The Book of Interruptions by Khashayar “Kess” Mohammadi
Reviewed by Melanie Marttila
Ludwig Wittgenstein said, “… one should write philosophy only as one writes poetry.” In The Book of Interruptions, Khashayar “Kess” Mohammadi has created a philosophy in verse, including in their subjects, Persian Islamic mysticism, French psychoanalysis, queer theory, and Marxist critique.
They drop names, write of Rostam (legendary Iranian hero), who “slew the white deev / infinite in its capacity for madness” in a city “breathing / in the wake of madness”; of Farhad (romantic figure of Iranian mythology), “… sent to dig) / in the valley where nomads boil the petals for colour”; of “Marx’s ‘Permanent Revolution” / to redeem all the dead as martyrs”; of “Zarathustra, floating ribbon-light”, the Deus ex Machina no one wants; and of Majnun (madman and Romeo of the East), who “aged a thousand years / in an instant of longing”.
Mohammadi writes of Guy Hocquenghem (one of the founding fathers of queer theory), David Bowie, and Brian Dedora, “[a]t the centre of it all … / an autonomous sexuality / / each man a surplus / where masculinity compounds interest”.
They write of Freud, and his “fatal sodomy OR / all acts eluding reproduction”, his “retroflex”, “halfway between the death drive and that oceanic feeling”; of “Lacan’s enjoyment of the unconscious”; of “Pollock and his canvas on the floor”; of “Kant and his boring fucking ideas / / Kant and his boring fucking life”; of Shamlu (Iranian poet and dissident), who wrote about the “Crimson Bloom of a Shirt”.
The poems in this collection meet at the intersection of war, immigration, sexuality, history, and at the crossroads of Perso-Islamic and Western philosophy. An intersectional life is one of interruptions, and the more intersections of identity you own, the more interruptions intrude.
You cannot simply live your life, you are constantly observed, scrutinized, judged. The panopticon of Western society demands internalization, so you’re not even safe from yourself. In “Purgatorial Imagery” they write “the newspapers know my predisposition / but they sell me my fix anyway / if not THE consumer then… / an alternate consumer / of hyphenated products.” The private becomes public, the sacred, profane, and the intimate, vulgar. Everything becomes content. Everything is consumed.
In “Before we begin …” the city breathes “in the wake of poets”, “in the wake of madness”, “and screams / and screams”. The city (Toronto) returns in each sequence-section, still screaming. Later, Mohammadi writes, “I am shaped where the city meets my anger” and “I am the city’s profoundest fear”. This is the seed of the city’s screaming, the unsettling of the intersectional, othered poet.
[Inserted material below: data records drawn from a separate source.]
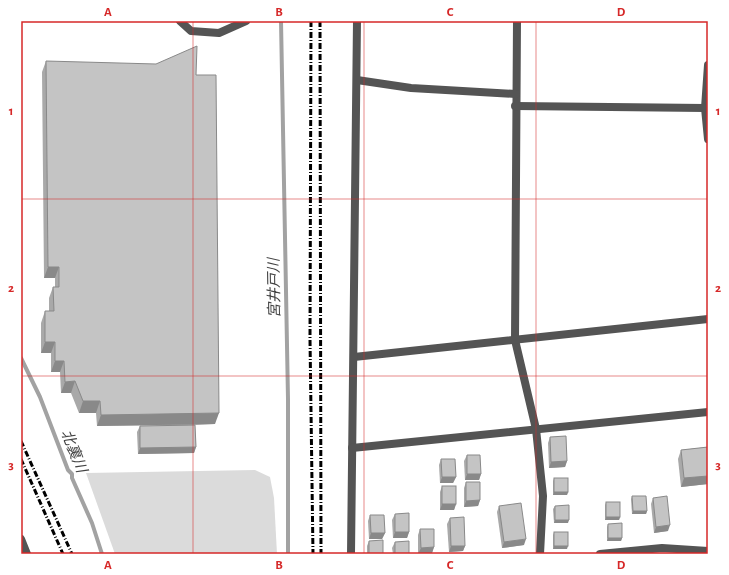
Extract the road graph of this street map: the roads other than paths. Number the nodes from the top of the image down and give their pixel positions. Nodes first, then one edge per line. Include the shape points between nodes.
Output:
1 (180, 21) edge
2 (246, 21) edge
3 (357, 21) edge
4 (518, 21) edge
5 (708, 65) edge
6 (357, 80) junction
7 (516, 94) junction
8 (515, 106) junction
9 (706, 108) junction
10 (708, 139) edge
11 (708, 319) edge
12 (514, 340) junction
13 (354, 357) junction
14 (708, 412) edge
15 (536, 429) junction
16 (352, 448) junction
17 (21, 539) edge
18 (708, 551) edge
19 (27, 554) edge
20 (351, 554) edge
21 (540, 554) edge
22 (600, 554) edge

1 - 2 street via 191,31 219,33
3 - 6 street
4 - 7 street
5 - 9 street
6 - 7 street via 410,88
6 - 13 street
7 - 8 street
8 - 9 street
8 - 12 street
9 - 10 street
11 - 12 street
12 - 13 street
12 - 15 street
13 - 16 street
14 - 15 street
15 - 16 street
15 - 21 street via 543,496
16 - 20 street
17 - 19 street
18 - 22 street via 662,548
In the final sequence-section, Consonants*: A Book of Visions*: A Book of Illuminations*: A Chorus of*: L*ght: Against L*ght: Against L*ght, various letters of the Arabic or Persian alphabets are examined: Qaaf, the root of which relates to sufficiency or adequacy; Alif, representing Divine Unity (Tawhid), the absolute oneness of God, and the ultimate source of all creation; Daal, which holds spiritual and numerical significance in Islamic mysticism as the letter of divine return and unity; also Che, Noon, Vaav, Jeem, and He (Haa), which all have spiritual, political, and artistic/aesthetic values.
These letters are writ large on the pages beside Mohammadi’s verse, inviting contemplation. A smaller version of He/Haa appears elsewhere in the collection, at the end of two lines to connote possession (“through the psychotic’s binocular”, “through my binocular”). It is also associated with the breath of life as its sound is a gentle exhale.
The Book of Interruptions is a fascinating collection that rewards repeated reading but there’s no need to dive deeply into the references (though you can if you want to, I’ve barely touched the surface). Read and let Mohammadi’s words swirl around you like the breath of life, let that life be interrupted by the screaming city, and see where it leads you.
About the Author
Khashayar “Kess” Mohammadi (they/them) is a queer, Iranian-born, Toronto-based poet, writer, and translator. They are the winner of the 2021 Vallum Poetry Award and the author of nine chapbooks of poetry. The Book of Interruptions is their fifth poetry book.
About the Reviewer
Melanie Marttila (she/her) is an #ActuallyAutistic SFF author-in-progress, writing poetry and tales of hope in the face of adversity. Her poetry has appeared in The /tƐmz/ Review, Polar Starlight, Sulphur, and her debut poetry collection, The Art of Floating, was published in 2024 by Latitude 46. Her short fiction has appeared in SuperCanucks, Through the Portal, and Pulp Literature. She is a settler writing in Sudbury, or ‘N’Swakamok, on Robinson-Huron Treaty territory, home of the Atikameksheng Anishnawbek and the Wahnapitae First Nation, in the house where three generations of her family have lived, on the street that bears her surname, with her spouse and their dog.